After the Woods

At least Patty Petty didn’t make me play with dolls. “Seriously?” I groan as Ricker reaches for the basket under her desk.

Ricker is convinced Donald Jessup did something to me that I can’t talk about, so I’m supposed to show her. That’s where the anatomically correct dolls come in.

The basket rests on her lap. There are girl dolls and boy dolls.

“I know this is an unorthodox approach for someone your age. But I’m asking you to be open-minded,” Ricker says.

“Open-minded means willing to play with dolls?” I ask.

“Uncovering lost memories is key to developing a plan for treatment. It may take a long time, and it may be painful. This is a marathon, not a race.”

I want to ask if she’s ever met a cliché she didn’t like. But I stuff it, deep into my bowels, feeding the thing I think of as the black in my belly. I don’t want to rouse the black because I actually like Ricker, with her glossy bangs, funky glasses, and big man hands. But that’s not for her to know.

Best simply to remind her who’s in charge.

“So I’ve been thinking about Newton’s Third Law. Of Motion. You know: for every action there is an equal and opposite reaction,” I say.

Ricker tucks the basket under her desk. “You can’t touch without being touched.”

“Exactly. Here’s the thing. Two people, call them X and Y, are pushed by another person. Call him … D. No wait: call him Z.” I smile and continue. “We’ll call the push ‘force A.’ If person Z exerts force A on persons X and Y, then persons X and Y exert an equal and opposite force A back on person Z. Axz = ?Azx. And, Ayz = ?Azy. You get pushed, you push back. Follow me?”
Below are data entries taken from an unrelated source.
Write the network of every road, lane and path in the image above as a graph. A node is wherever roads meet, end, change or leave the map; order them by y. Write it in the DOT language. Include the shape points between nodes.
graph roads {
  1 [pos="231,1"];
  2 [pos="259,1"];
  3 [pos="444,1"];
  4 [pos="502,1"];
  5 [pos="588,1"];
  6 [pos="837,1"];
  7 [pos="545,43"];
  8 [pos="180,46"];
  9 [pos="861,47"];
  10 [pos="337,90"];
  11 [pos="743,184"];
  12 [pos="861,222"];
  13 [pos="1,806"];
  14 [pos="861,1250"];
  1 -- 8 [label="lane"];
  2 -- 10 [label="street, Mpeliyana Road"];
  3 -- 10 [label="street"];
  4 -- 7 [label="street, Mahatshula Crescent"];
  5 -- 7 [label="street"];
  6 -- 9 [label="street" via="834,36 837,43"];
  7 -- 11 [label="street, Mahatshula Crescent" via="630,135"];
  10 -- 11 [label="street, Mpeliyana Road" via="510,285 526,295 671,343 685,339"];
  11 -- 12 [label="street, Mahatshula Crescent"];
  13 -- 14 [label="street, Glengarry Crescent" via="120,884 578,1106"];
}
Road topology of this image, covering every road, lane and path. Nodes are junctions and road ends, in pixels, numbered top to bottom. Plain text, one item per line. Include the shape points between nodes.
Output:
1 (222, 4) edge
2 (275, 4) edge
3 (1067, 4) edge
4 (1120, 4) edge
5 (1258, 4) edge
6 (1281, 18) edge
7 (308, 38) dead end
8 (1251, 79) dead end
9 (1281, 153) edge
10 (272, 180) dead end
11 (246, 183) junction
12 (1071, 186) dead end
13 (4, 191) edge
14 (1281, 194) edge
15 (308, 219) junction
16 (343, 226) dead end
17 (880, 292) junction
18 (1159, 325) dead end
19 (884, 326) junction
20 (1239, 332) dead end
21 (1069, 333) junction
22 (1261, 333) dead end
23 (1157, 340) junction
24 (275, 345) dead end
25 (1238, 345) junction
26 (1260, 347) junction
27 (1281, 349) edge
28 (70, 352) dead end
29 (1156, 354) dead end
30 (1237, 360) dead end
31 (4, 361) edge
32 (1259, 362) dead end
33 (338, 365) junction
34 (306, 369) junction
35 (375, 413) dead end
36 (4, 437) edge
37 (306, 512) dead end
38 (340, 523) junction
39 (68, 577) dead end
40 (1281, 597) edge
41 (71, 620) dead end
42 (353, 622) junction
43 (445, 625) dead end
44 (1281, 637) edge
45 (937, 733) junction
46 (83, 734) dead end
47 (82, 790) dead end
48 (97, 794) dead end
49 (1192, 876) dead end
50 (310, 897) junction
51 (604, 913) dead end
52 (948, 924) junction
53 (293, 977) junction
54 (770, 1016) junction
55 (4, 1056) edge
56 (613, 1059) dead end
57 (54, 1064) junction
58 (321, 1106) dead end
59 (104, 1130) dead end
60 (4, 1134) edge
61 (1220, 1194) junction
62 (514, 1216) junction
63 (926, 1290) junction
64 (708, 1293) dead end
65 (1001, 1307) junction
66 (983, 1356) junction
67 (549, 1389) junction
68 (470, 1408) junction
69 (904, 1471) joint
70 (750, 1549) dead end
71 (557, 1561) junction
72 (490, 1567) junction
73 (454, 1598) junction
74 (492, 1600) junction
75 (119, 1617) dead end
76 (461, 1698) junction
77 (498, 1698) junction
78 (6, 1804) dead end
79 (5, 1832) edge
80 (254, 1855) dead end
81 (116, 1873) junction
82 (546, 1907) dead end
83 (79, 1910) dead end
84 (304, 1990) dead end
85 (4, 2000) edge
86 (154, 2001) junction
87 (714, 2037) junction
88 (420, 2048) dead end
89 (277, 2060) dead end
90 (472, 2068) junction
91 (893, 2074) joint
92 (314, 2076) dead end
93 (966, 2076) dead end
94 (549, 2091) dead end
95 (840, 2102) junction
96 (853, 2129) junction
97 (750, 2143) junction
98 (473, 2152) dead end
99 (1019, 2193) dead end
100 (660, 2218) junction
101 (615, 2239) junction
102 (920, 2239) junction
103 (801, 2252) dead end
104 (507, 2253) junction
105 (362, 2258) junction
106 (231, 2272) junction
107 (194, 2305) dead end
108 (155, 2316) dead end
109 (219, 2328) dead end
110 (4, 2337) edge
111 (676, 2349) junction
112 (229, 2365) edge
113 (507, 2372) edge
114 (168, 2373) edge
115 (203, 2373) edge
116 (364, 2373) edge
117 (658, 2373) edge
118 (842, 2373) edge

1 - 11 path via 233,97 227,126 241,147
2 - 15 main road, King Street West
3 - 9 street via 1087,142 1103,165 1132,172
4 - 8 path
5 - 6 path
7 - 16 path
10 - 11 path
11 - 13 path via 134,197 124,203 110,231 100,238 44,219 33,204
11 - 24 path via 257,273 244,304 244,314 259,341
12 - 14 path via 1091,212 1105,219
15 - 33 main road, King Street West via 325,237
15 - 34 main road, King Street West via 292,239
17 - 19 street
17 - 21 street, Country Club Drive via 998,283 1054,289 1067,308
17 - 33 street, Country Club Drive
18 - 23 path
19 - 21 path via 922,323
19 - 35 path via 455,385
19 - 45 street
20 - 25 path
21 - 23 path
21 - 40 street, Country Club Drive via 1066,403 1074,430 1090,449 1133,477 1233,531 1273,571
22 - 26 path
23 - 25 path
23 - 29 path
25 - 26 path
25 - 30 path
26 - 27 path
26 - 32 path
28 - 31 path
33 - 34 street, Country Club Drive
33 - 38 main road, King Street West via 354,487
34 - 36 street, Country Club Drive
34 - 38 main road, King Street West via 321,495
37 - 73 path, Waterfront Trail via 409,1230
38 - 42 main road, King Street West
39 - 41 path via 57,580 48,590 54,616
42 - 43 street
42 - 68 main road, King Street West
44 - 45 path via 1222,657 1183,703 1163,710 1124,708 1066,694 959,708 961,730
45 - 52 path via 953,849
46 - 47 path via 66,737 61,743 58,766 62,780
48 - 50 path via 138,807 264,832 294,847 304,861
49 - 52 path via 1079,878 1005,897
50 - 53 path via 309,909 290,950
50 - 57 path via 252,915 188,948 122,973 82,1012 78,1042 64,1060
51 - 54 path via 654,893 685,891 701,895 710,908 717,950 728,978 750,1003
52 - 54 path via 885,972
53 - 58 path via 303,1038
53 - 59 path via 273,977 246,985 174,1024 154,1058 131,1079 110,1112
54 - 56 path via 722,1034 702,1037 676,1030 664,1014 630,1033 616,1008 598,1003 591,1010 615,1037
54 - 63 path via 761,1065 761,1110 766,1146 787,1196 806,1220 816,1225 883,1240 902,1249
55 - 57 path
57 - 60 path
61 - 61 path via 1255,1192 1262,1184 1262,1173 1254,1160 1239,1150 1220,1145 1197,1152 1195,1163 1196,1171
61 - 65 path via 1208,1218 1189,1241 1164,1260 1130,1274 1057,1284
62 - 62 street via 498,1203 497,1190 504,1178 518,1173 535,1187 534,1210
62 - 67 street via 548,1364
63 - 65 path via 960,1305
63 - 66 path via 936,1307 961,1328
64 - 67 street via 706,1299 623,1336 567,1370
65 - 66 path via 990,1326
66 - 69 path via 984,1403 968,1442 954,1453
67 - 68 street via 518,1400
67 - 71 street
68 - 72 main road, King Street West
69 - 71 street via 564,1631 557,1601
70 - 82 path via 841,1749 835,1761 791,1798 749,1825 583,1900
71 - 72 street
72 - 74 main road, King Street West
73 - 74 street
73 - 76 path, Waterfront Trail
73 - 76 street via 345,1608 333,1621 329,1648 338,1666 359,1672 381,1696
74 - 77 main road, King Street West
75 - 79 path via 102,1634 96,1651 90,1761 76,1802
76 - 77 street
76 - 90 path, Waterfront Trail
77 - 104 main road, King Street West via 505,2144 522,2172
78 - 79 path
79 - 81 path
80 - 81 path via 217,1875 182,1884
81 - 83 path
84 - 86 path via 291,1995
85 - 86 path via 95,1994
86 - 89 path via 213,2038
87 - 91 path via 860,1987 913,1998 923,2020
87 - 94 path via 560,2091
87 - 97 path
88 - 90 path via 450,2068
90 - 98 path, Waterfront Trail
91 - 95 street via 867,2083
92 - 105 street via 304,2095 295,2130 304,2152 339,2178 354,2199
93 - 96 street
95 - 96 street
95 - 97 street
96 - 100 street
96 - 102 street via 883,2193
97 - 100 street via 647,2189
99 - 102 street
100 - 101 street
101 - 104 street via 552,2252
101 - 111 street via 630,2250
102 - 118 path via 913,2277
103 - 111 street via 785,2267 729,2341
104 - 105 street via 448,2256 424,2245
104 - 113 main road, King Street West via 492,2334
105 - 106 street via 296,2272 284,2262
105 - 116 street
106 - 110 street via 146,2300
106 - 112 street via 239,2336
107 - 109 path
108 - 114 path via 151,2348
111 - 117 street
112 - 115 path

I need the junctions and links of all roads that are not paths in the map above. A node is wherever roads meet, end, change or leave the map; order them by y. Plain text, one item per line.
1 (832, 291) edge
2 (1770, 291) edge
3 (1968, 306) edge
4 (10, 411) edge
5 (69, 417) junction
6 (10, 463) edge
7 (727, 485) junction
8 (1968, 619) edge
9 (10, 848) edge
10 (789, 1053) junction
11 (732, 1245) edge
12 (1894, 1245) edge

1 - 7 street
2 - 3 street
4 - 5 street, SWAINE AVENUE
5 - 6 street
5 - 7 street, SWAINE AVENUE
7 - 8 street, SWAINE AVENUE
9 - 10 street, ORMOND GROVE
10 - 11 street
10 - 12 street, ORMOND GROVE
Her mouth parts, then shuts.

“Cool. So according to Newton’s Third Law, how can Person Y not exert an equal and opposite reaction?” I say.

“You cannot compare individual responses to trauma,” Ricker says.

“Work with me here.”

She exhales through her nose. “Y wasn’t pushed with the same force as X.”

I sigh, throwing my boots up on the couch. “If you’re more comfortable with dolls…”

“Let me be clearer then. Only one of you was abducted.”

“A psychopath dropped into our lives. Mine and Liv’s. It was worse for me, I get that. But is it healthy to just go on, with no questions? Que sera, sera?”

“There is no useful outcome for comparing your recovery to Olivia Lapin’s.”

“I’m not talking about recovery. I’m talking about basic, everyday behavior.”

Ricker scans her desk and settles on a small legal pad and a pencil. Her mouth twists as she scribbles for a second, then two.

I lean over my knees. “Are you sure that’s how you spell ‘que sera, sera’?”

I am a monster. She is trying to help me, and is probably the only person who can. Gosh knows I have a better chance talking with her than by mask making with Patty Petty, with her silver ponytail and turquoise and Wellies that smelled of manure.

“The most important thing to remember is that when an evil act is committed, the shame belongs to the perpetrator. Donald Jessup’s shame is not your shame—”

“And my strength is my survival. I covered that with Patty Petty,” I interrupt.

Ricker folds her swishy pant legs and leans back until her chair creaks. Dramatic leg swoops signal a change in tactic.

“It might help our progress to put a name on what you’re experiencing. The clinical term is post-traumatic stress disorder, or PTSD.”

“That happens to me every month. I bloat and break out. One word: Motrin.”

Ricker doesn’t blink. “When a person experiences a physical threat, and the person’s response involves intense fear, helplessness, or horror, certain side effects can result for that person. I’d like to explore if you’re experiencing any of these side effects,” she says calmly.

“As a person?”

Her face is blank.

“Just checking.”

“Sometimes, the traumatic event is re-experienced over and over, in the form of dreams, or during the day, as intrusive thoughts. Do you have thoughts, Julia?”

“Never. I never think,” I say, grinning.

“Another feature is avoidance of stimuli associated with the trauma.”

Liv thinks I have the opposite problem.

“Julia?”

“Still here. Not thinking.”

“Perhaps it would help if I gave you a specific example. Because the abduction happened during track practice, you might avoid running.”

“I still run. Like a madwoman. Like someone’s chasing me. Doh, bad joke. And in case you’re keeping count in your little notebook of the PTSD markers that I don’t have, that’s like the tenth negative.”

The cell phone on her desk buzzes.

“Restricted range of effect? That means you’re unable to have loving feelings where they previously existed,” Ricker says.

“Are you going to pick up? It might be one of your kids.”

She holds my eyes and turns the phone facedown. “Are you having difficulty feeling affection, Julia?”